Puis j’allais sur mIRC rejoindre des groupes sur Radiohead. On pouvait parler par ordinateurs! J’échangeais des chansons avec les autres. «How to Disappear Completely» par-ci et «Motion Picture Soundtrack» par là. Je parlais avec d’autres obsédés. Je m’étais même fait une blonde secrète sur #radiohead. Je lisais des analyses poussées de l’album. Des gens disaient même que les chansons étaient inspirées d’un roman d’un certain Georges Orwell appelé 1984. Je ne connaissais pas, mais je suis allé le lire. Puis après Animal Farm. J’imaginais que la police de la pensée était le thème de «Karma Police». Je pensais que le personnage dans «No Surprises» était basé sur Winston Smith. Les cris de Thom Yorke dans «Climbing Up the Walls» me terrorisaient comme les deux minutes de la haine.
Étant donné que je scrutais Radiohead à la loupe, je me suis mis à m’intéresser aux artistes que les membres du groupe aimaient: Massive Attack, UNKLE, Jeff Buckley, PJ Harvey, Beastie Boys, etc. Je voulais connaître la musique qui les inspirait. Pour pousser ma folie encore plus loin, j’achetais même des albums de groupes obscurs qui leur ressemblaient. Vous ferez une recherche sur un groupe suédois appelé Kent. Si vous ne trouvez rien, je vous prêterai l’album, parce que je l’ai encore. À l’école, presque personne ne connaissait les groupes que j’écoutais. Ça m’enrageait que les autres ne connaissent pas ma musique, mais en même temps ça faisait mon affaire. Radiohead était bizarre et pas très cool. Vingt ans plus tard, je ris dans ma barbe pis je peux dire que j’étais cool. Ou le penser, du moins.

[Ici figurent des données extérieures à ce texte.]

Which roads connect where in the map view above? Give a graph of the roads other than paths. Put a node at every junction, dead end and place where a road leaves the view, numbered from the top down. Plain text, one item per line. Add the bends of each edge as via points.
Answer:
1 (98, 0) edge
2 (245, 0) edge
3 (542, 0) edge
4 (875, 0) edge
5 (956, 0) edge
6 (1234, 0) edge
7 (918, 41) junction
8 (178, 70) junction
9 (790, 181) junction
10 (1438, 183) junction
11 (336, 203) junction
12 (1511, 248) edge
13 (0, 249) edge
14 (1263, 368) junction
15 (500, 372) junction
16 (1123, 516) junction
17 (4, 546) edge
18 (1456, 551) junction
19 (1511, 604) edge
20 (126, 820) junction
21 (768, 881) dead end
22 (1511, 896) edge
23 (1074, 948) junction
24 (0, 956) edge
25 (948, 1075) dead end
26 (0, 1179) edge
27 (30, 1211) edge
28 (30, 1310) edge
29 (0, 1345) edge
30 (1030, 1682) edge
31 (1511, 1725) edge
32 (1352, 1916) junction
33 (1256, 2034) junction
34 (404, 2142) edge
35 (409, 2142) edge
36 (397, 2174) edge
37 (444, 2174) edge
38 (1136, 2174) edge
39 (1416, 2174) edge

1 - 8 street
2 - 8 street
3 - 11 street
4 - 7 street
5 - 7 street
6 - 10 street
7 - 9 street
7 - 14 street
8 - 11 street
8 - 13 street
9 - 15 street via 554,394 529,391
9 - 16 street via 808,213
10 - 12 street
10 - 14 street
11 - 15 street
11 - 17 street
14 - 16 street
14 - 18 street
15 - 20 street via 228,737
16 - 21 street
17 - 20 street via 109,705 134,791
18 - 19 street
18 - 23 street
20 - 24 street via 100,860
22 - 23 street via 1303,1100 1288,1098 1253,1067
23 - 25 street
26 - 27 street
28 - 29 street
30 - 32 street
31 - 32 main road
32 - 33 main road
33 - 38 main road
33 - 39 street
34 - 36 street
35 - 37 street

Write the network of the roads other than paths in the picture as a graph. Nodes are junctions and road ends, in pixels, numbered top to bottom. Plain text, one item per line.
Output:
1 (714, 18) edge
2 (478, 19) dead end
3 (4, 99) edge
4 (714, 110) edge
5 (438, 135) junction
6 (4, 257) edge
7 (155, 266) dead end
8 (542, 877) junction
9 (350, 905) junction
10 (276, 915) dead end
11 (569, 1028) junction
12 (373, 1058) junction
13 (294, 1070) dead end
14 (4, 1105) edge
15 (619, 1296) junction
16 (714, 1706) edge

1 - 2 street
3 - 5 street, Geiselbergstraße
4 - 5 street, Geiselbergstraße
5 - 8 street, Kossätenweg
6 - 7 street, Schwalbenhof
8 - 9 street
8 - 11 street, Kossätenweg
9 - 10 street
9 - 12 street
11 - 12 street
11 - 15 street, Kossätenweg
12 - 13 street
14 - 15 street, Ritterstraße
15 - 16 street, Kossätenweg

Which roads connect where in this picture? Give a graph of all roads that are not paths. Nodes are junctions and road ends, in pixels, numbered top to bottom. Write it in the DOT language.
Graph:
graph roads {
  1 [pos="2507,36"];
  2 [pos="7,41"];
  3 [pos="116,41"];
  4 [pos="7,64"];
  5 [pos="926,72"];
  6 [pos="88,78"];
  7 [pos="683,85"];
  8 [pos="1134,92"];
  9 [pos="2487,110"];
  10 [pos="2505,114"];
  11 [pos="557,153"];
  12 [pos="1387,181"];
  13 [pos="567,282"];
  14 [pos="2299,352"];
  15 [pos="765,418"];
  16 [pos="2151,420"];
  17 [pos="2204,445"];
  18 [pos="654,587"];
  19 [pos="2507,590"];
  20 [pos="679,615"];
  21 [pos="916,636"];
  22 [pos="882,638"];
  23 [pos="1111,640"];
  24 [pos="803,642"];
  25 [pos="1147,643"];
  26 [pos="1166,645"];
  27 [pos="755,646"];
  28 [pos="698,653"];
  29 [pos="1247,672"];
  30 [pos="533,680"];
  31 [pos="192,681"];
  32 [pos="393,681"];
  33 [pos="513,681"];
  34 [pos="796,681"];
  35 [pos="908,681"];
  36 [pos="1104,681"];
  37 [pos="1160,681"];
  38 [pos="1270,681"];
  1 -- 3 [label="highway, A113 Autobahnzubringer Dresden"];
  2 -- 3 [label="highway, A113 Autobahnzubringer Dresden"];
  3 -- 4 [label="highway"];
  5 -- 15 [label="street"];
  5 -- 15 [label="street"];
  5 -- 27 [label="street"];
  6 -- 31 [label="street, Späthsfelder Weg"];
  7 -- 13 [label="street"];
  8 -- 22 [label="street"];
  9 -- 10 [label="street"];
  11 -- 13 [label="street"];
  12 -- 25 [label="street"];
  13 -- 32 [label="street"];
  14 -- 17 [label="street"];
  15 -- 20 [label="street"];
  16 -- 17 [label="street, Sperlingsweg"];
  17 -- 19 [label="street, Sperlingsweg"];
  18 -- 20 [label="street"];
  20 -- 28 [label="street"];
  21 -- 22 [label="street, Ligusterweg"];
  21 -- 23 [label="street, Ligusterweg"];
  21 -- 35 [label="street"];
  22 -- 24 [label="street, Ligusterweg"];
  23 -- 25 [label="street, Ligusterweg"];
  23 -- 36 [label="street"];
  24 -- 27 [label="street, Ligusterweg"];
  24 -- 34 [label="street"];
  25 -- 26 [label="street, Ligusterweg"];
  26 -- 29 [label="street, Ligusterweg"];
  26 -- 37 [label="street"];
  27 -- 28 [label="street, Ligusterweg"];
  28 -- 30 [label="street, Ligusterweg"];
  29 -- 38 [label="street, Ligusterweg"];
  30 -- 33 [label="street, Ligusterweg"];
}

Et les lecteurs du magazine Q en Angleterre ont voté OK Computer comme meilleur album de tous les temps en février 1998, devant Revolver des Beatles. Je jubilais. Je voulais déménager en Angleterre. Je lisais encore plus d’entrevues. Je prenais les mêmes positions politiques et sociales que le groupe. J’achetais leur compilation de vidéos 7 Television Commercials et leur documentaire de tournée Meeting People Is Easy. J’étais convaincu que le prochain album, d’après les nouvelles chansons que j’entendais, serait la meilleure chose de l’histoire de l’humanité. Je m’opposais avec véhémence à tous ceux qui ne reconnaissaient pas leur génie. Je vivais dans mon propre régime musical totalitaire.
Et là, je viens tout juste de terminer d’écouter l’album. Par chance, tout tient encore la route. Évidemment, il m’est impossible d’écrire objectivement sur OK Computer. Je tomberais assez rapidement dans les hyperboles, même si la folie qui m’envahissait a relativement diminué. Sauf que c’est probablement cette folie qui me permet d’écrire cette chronique. Aujourd’hui, ma santé mentale semble bien se porter malgré le nombre d’heures embarrassant que j’ai passé avec l’album.
Puis, maintenant, j’ai une blonde qui n’est pas secrète du tout. Comment s’est-on rencontrés? En se parlant de Radiohead. Comme quoi je ne suis pas le seul à avoir été marqué par cet album.